▶ _TASK DETAILS_
Print the data exactly, leaving nothing out.

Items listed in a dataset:
☆ ☆ ☆ ☆

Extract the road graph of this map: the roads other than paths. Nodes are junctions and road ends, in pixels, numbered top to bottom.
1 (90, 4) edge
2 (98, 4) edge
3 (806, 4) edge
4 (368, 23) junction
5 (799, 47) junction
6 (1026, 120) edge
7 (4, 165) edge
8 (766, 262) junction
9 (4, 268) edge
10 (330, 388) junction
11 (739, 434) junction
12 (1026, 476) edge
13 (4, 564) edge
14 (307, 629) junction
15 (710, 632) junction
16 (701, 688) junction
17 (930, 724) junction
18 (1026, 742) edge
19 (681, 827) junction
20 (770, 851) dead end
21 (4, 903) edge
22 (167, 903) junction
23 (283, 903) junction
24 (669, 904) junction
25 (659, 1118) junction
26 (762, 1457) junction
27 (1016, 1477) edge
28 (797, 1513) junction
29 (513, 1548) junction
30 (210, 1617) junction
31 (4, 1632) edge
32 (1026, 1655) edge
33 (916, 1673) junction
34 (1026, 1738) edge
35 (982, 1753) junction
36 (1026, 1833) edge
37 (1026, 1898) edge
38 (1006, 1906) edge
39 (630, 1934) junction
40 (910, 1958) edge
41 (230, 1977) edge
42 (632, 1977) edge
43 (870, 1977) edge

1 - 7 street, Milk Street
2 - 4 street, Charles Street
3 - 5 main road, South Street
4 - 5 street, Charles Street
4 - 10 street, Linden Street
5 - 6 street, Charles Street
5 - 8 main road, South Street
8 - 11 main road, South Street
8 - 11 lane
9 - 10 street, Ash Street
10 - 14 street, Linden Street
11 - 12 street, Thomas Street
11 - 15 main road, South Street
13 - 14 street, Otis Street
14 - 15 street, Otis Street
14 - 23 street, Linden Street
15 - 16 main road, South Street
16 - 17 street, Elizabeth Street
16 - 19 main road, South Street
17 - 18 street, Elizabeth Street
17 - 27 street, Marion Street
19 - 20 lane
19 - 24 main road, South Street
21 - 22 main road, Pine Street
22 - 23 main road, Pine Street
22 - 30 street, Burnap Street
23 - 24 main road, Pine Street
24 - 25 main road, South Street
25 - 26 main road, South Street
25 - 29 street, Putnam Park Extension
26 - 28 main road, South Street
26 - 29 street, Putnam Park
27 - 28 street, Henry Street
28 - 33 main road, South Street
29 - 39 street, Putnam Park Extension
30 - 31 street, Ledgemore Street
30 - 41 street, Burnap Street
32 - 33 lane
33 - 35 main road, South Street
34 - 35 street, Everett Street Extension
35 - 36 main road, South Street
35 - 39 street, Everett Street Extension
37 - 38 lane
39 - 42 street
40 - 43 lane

☆ ☆ ☆ ☆

▶ _REPLY_
Extract the road graph of this map: the roads other than paths. Nodes are junctions and road ends, in pixels, numbered top to bottom.
1 (90, 4) edge
2 (98, 4) edge
3 (806, 4) edge
4 (368, 23) junction
5 (799, 47) junction
6 (1026, 120) edge
7 (4, 165) edge
8 (766, 262) junction
9 (4, 268) edge
10 (330, 388) junction
11 (739, 434) junction
12 (1026, 476) edge
13 (4, 564) edge
14 (307, 629) junction
15 (710, 632) junction
16 (701, 688) junction
17 (930, 724) junction
18 (1026, 742) edge
19 (681, 827) junction
20 (770, 851) dead end
21 (4, 903) edge
22 (167, 903) junction
23 (283, 903) junction
24 (669, 904) junction
25 (659, 1118) junction
26 (762, 1457) junction
27 (1016, 1477) edge
28 (797, 1513) junction
29 (513, 1548) junction
30 (210, 1617) junction
31 (4, 1632) edge
32 (1026, 1655) edge
33 (916, 1673) junction
34 (1026, 1738) edge
35 (982, 1753) junction
36 (1026, 1833) edge
37 (1026, 1898) edge
38 (1006, 1906) edge
39 (630, 1934) junction
40 (910, 1958) edge
41 (230, 1977) edge
42 (632, 1977) edge
43 (870, 1977) edge

1 - 7 street, Milk Street
2 - 4 street, Charles Street
3 - 5 main road, South Street
4 - 5 street, Charles Street
4 - 10 street, Linden Street
5 - 6 street, Charles Street
5 - 8 main road, South Street
8 - 11 main road, South Street
8 - 11 lane
9 - 10 street, Ash Street
10 - 14 street, Linden Street
11 - 12 street, Thomas Street
11 - 15 main road, South Street
13 - 14 street, Otis Street
14 - 15 street, Otis Street
14 - 23 street, Linden Street
15 - 16 main road, South Street
16 - 17 street, Elizabeth Street
16 - 19 main road, South Street
17 - 18 street, Elizabeth Street
17 - 27 street, Marion Street
19 - 20 lane
19 - 24 main road, South Street
21 - 22 main road, Pine Street
22 - 23 main road, Pine Street
22 - 30 street, Burnap Street
23 - 24 main road, Pine Street
24 - 25 main road, South Street
25 - 26 main road, South Street
25 - 29 street, Putnam Park Extension
26 - 28 main road, South Street
26 - 29 street, Putnam Park
27 - 28 street, Henry Street
28 - 33 main road, South Street
29 - 39 street, Putnam Park Extension
30 - 31 street, Ledgemore Street
30 - 41 street, Burnap Street
32 - 33 lane
33 - 35 main road, South Street
34 - 35 street, Everett Street Extension
35 - 36 main road, South Street
35 - 39 street, Everett Street Extension
37 - 38 lane
39 - 42 street
40 - 43 lane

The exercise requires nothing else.